Question

I have an fs filestream being used to serve file downloads which are dynamically created. I get this stream and pipe it to my response object after setting appropriate headers.

I also set a couple stream events so that if there's an error or the stream ends, it removes the generated files from the file system.

I'm running into an issue where, on occasion, when the download isn't correctly initialized or finished there may be some hanging files left on the file system. I believe this is because of the events I hook into the stream.

My code:

stream = fs.createReadStream( fileName, {bufferSize: 64*1024})

had_error = false;
stream.on 'error', (err) ->
  had_error = err
stream.on 'close', ->
  if had_error
    console.log(had_error)

  fs.unlink fileName, (error) ->
    if error
      console.log("DELETE ERROR")
      console.log error

  fs.unlink dataFileName, (error) ->
    if error
      console.log("DELETE ERROR")
      console.log error

Checking on the stream API documentation the 'close' event isn't called by all streams. I would use the 'end' event, however according to the docs: Indicates that no more 'data' events will happen. If the stream is also writable, it may be possible to continue writing.

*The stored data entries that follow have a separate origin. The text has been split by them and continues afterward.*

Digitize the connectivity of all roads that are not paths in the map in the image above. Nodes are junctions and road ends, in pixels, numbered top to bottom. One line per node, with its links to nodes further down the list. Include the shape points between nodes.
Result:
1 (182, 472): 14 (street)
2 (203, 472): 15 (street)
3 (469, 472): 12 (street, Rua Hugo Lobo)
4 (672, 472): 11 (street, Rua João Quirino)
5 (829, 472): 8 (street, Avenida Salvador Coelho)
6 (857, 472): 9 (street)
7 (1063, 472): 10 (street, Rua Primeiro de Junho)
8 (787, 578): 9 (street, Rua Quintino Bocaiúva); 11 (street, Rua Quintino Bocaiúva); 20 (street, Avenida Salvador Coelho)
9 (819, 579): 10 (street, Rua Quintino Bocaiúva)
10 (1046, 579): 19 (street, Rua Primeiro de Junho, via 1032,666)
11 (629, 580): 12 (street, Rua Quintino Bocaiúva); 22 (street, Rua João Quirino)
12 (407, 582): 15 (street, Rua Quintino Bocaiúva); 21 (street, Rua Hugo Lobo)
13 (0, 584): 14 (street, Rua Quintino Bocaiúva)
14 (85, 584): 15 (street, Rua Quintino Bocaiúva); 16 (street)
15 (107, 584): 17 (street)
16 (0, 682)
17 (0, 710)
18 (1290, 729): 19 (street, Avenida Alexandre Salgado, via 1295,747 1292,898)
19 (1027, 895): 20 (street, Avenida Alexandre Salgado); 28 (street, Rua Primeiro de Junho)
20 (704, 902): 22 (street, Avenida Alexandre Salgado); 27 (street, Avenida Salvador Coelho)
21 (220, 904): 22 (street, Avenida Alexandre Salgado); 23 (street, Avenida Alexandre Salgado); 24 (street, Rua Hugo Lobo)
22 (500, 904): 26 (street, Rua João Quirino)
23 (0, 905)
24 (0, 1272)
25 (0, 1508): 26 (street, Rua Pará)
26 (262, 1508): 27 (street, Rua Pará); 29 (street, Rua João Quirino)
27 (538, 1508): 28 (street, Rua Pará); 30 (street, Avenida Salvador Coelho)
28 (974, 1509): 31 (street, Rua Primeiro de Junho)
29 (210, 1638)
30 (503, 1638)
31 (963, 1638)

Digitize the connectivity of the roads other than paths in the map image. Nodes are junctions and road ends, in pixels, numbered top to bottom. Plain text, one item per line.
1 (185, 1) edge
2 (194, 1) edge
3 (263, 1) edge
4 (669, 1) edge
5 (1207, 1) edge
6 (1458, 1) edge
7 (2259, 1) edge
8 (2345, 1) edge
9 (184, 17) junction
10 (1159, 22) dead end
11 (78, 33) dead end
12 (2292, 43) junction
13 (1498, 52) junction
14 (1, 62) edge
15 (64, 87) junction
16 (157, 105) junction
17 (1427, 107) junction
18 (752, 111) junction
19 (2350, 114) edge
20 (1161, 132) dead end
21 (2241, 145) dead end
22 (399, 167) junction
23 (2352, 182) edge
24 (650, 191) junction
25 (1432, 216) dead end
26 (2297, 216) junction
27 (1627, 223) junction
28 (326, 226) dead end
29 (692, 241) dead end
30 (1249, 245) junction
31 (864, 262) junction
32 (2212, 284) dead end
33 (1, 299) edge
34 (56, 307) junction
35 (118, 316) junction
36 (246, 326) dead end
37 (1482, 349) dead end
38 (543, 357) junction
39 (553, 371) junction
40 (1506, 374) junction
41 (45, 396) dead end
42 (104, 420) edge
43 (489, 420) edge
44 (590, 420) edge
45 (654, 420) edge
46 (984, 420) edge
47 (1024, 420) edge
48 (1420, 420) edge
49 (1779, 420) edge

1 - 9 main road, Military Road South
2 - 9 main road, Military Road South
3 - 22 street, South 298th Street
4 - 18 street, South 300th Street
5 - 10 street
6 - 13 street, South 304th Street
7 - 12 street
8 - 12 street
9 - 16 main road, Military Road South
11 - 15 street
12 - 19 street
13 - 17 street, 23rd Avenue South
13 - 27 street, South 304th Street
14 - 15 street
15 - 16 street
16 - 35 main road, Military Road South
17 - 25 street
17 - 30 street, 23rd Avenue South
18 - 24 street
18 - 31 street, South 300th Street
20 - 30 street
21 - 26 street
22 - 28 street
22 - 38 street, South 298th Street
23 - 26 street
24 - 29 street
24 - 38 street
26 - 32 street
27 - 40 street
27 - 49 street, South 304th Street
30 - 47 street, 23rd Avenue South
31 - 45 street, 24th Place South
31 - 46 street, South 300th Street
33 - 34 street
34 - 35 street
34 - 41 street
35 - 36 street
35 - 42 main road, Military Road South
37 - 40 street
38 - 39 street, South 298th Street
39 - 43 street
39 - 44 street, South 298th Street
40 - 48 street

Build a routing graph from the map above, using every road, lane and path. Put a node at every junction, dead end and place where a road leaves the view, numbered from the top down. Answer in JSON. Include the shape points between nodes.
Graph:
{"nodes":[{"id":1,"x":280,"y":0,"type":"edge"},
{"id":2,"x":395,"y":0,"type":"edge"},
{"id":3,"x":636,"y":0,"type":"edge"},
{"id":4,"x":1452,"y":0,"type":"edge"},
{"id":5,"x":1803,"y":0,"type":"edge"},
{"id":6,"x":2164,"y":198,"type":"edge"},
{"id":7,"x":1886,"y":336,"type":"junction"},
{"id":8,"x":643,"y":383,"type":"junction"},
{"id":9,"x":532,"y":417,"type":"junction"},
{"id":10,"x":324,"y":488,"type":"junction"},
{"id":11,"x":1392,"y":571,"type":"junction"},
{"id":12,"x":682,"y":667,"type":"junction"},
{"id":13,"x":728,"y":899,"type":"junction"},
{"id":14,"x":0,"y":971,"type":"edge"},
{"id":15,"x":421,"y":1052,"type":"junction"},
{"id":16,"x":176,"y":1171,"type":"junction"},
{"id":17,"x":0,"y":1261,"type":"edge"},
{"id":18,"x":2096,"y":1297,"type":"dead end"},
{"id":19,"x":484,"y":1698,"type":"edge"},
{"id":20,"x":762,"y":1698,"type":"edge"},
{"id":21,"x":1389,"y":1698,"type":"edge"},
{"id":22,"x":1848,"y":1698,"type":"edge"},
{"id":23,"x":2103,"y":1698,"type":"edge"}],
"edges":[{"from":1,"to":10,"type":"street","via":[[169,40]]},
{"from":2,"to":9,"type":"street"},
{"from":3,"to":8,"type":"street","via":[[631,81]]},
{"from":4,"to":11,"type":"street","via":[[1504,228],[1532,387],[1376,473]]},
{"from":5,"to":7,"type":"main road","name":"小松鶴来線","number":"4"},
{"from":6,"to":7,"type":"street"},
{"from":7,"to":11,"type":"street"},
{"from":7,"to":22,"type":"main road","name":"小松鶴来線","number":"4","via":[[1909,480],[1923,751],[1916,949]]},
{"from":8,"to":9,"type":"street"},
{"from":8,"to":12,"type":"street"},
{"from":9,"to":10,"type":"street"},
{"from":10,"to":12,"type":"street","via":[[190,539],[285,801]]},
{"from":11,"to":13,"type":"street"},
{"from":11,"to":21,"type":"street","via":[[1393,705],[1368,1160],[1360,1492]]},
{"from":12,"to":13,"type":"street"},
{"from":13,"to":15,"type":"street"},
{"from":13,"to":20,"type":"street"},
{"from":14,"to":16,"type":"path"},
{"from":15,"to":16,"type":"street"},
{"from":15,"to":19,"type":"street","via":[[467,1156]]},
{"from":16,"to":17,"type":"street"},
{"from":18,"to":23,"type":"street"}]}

I'm worried if I were to use the 'end' event could you run into the issue where if I remove these files and the stream isn't finished writing to the http response that it will lead to a corrupt download.

Any "for sure" event that can be used as a catch to remove these files and not break downloads?

Worst case scenario I write a cronjob to remove these files (bleh).

Was it helpful?

Solution

I never did figure out a sure-fire way of ensuring the event gets called. I'm guessing that if the response object never actually starts the stream, it never starts thus never having an ending event. If anyone knows a workaround feel free to answer and get a free accepted answer.